We study quantum corrections to the scalar potential in classically scale invariant theories, using a manifestly scale invariant regularization. To this purpose, the subtraction scale $\mu$ of the dimensional regularization is generated after spontaneous scale symmetry breaking, from a subtraction function of the fields, $\mu(\phi,\sigma)$. This function is then uniquely determined from general principles showing that it depends on the dilaton only, with $\mu(\sigma)\sim \sigma$. The result is a scale invariant one-loop potential $U$ for a higgs field $\phi$ and dilaton $\sigma$ that contains an additional {\it finite} quantum correction $\Delta U(\phi,\sigma)$, beyond the Coleman Weinberg term. $\Delta U$ contains new, non-polynomial effective operators like $\phi^6/\sigma^2$ whose quantum origin is explained.
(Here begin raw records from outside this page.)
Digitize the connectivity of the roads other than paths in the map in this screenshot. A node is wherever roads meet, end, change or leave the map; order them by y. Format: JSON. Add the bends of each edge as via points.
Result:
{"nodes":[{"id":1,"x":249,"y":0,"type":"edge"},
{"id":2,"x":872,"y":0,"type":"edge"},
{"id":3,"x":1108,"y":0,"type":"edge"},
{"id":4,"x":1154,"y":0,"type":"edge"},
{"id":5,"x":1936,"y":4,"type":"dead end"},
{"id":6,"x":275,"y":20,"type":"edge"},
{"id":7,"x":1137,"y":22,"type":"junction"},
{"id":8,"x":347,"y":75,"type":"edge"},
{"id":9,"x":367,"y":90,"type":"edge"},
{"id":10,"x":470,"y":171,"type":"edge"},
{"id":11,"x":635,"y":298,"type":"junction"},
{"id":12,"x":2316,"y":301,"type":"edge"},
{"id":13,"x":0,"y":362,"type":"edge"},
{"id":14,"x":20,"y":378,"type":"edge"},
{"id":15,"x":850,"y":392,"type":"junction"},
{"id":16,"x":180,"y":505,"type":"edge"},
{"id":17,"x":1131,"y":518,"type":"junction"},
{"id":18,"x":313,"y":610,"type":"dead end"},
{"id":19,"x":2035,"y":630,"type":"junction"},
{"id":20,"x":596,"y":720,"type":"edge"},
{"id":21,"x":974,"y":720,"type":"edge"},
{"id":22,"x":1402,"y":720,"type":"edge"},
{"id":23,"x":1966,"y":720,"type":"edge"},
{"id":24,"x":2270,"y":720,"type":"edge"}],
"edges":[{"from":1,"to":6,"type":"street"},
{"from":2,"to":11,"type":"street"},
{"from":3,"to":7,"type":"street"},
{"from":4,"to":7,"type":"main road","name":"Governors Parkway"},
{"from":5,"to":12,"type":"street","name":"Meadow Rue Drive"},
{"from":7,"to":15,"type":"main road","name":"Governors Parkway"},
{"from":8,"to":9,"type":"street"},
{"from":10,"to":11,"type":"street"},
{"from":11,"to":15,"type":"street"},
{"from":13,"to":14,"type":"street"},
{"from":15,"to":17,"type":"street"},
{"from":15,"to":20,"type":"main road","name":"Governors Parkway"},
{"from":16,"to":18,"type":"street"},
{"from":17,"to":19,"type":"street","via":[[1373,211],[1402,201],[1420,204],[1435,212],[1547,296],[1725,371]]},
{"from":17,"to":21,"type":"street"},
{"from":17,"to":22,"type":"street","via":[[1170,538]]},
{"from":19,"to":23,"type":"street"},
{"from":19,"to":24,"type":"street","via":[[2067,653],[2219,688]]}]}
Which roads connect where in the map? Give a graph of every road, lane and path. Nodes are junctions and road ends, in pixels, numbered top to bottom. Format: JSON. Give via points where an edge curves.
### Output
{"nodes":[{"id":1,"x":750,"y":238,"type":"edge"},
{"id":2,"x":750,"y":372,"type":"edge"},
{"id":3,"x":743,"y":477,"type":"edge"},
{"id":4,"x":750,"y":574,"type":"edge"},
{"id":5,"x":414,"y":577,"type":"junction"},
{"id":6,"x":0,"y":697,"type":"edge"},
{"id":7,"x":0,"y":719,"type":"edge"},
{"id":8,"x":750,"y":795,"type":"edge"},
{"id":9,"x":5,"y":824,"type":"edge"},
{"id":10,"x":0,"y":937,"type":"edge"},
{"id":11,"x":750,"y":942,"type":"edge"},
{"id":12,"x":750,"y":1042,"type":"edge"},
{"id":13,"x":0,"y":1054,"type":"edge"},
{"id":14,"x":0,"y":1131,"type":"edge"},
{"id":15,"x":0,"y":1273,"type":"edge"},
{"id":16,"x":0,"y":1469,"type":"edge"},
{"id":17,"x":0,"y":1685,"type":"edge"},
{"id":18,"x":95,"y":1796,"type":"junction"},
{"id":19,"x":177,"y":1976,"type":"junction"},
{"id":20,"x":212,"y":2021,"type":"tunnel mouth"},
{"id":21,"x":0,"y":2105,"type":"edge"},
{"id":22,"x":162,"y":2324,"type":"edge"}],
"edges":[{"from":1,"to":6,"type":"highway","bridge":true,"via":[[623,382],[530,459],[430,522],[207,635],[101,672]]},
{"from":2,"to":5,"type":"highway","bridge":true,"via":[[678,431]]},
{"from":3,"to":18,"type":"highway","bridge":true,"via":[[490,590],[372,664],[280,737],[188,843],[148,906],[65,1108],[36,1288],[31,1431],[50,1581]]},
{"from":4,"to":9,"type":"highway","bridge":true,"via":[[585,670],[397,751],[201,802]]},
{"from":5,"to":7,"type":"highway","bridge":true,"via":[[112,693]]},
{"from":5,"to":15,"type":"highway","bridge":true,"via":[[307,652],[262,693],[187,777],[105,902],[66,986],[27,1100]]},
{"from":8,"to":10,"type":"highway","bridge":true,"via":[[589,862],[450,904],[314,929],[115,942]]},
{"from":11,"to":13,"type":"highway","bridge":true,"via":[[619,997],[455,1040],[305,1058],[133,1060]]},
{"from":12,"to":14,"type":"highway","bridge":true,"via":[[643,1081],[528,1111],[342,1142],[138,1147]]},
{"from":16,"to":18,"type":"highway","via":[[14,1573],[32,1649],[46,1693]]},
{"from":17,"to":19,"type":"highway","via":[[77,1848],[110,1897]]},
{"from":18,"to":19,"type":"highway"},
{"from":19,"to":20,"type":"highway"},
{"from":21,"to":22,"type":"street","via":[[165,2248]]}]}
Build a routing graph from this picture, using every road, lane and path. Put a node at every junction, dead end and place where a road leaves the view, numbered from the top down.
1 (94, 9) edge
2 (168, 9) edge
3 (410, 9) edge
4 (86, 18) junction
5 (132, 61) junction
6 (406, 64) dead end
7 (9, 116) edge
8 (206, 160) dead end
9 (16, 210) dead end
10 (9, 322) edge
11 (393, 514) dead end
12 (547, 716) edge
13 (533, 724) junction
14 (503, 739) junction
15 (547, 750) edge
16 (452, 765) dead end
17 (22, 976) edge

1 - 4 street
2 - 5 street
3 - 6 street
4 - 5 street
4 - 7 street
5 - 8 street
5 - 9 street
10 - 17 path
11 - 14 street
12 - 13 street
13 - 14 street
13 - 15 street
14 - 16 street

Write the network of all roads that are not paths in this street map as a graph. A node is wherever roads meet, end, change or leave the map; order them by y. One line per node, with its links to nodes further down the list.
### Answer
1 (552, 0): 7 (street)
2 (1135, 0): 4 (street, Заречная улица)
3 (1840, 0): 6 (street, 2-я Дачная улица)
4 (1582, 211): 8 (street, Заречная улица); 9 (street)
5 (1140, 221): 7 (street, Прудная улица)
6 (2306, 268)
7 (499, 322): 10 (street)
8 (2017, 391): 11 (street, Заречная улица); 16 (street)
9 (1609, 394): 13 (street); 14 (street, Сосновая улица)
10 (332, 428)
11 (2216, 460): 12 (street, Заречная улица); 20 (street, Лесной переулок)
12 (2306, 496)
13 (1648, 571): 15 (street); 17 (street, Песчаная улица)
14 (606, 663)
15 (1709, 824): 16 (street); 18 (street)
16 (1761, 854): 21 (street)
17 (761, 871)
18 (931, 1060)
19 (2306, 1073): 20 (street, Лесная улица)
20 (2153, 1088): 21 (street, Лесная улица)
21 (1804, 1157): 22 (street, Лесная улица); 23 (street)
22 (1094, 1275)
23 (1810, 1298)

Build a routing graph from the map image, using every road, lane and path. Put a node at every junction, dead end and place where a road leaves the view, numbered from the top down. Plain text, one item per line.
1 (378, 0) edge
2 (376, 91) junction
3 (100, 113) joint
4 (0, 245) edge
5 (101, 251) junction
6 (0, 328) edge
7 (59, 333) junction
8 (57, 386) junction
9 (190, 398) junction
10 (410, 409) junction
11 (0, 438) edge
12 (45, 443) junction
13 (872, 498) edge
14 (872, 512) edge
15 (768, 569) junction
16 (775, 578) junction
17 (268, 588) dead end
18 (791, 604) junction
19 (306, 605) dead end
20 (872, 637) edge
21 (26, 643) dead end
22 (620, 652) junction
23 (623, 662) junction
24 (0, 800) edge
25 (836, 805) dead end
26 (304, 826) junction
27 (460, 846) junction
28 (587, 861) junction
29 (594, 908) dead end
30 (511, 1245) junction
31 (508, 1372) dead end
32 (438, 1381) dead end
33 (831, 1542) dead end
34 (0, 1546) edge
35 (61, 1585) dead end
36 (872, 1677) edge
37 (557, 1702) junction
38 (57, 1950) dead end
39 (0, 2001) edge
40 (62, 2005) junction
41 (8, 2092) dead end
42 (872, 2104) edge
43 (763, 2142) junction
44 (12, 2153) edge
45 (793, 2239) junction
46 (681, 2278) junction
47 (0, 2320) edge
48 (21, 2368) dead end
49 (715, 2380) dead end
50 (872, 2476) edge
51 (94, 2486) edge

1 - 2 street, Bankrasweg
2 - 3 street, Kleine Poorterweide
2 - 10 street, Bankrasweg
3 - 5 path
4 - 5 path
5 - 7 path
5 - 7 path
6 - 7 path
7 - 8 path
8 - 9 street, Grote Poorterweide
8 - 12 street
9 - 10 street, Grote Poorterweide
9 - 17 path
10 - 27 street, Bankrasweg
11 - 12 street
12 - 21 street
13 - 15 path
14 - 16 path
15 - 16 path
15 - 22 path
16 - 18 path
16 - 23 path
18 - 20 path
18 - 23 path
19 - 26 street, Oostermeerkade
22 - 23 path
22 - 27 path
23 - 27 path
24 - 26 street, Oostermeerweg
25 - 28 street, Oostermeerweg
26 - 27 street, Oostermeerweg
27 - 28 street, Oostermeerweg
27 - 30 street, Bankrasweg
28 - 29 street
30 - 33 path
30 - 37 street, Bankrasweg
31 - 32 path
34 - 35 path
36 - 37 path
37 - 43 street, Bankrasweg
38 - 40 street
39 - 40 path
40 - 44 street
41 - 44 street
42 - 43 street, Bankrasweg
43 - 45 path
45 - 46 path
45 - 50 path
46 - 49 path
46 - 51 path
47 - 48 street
A flat direction is maintained at the quantum level, the model has vanishing vacuum energy and the one-loop correction to the mass of $\phi$ remains small without tuning (of its self-coupling, etc) beyond the initial, classical tuning (of the dilaton coupling) that enforces a hierarchy $\langle\sigma\rangle\gg \langle\phi\rangle$. The approach is useful to models that investigate scale symmetry at the quantum level.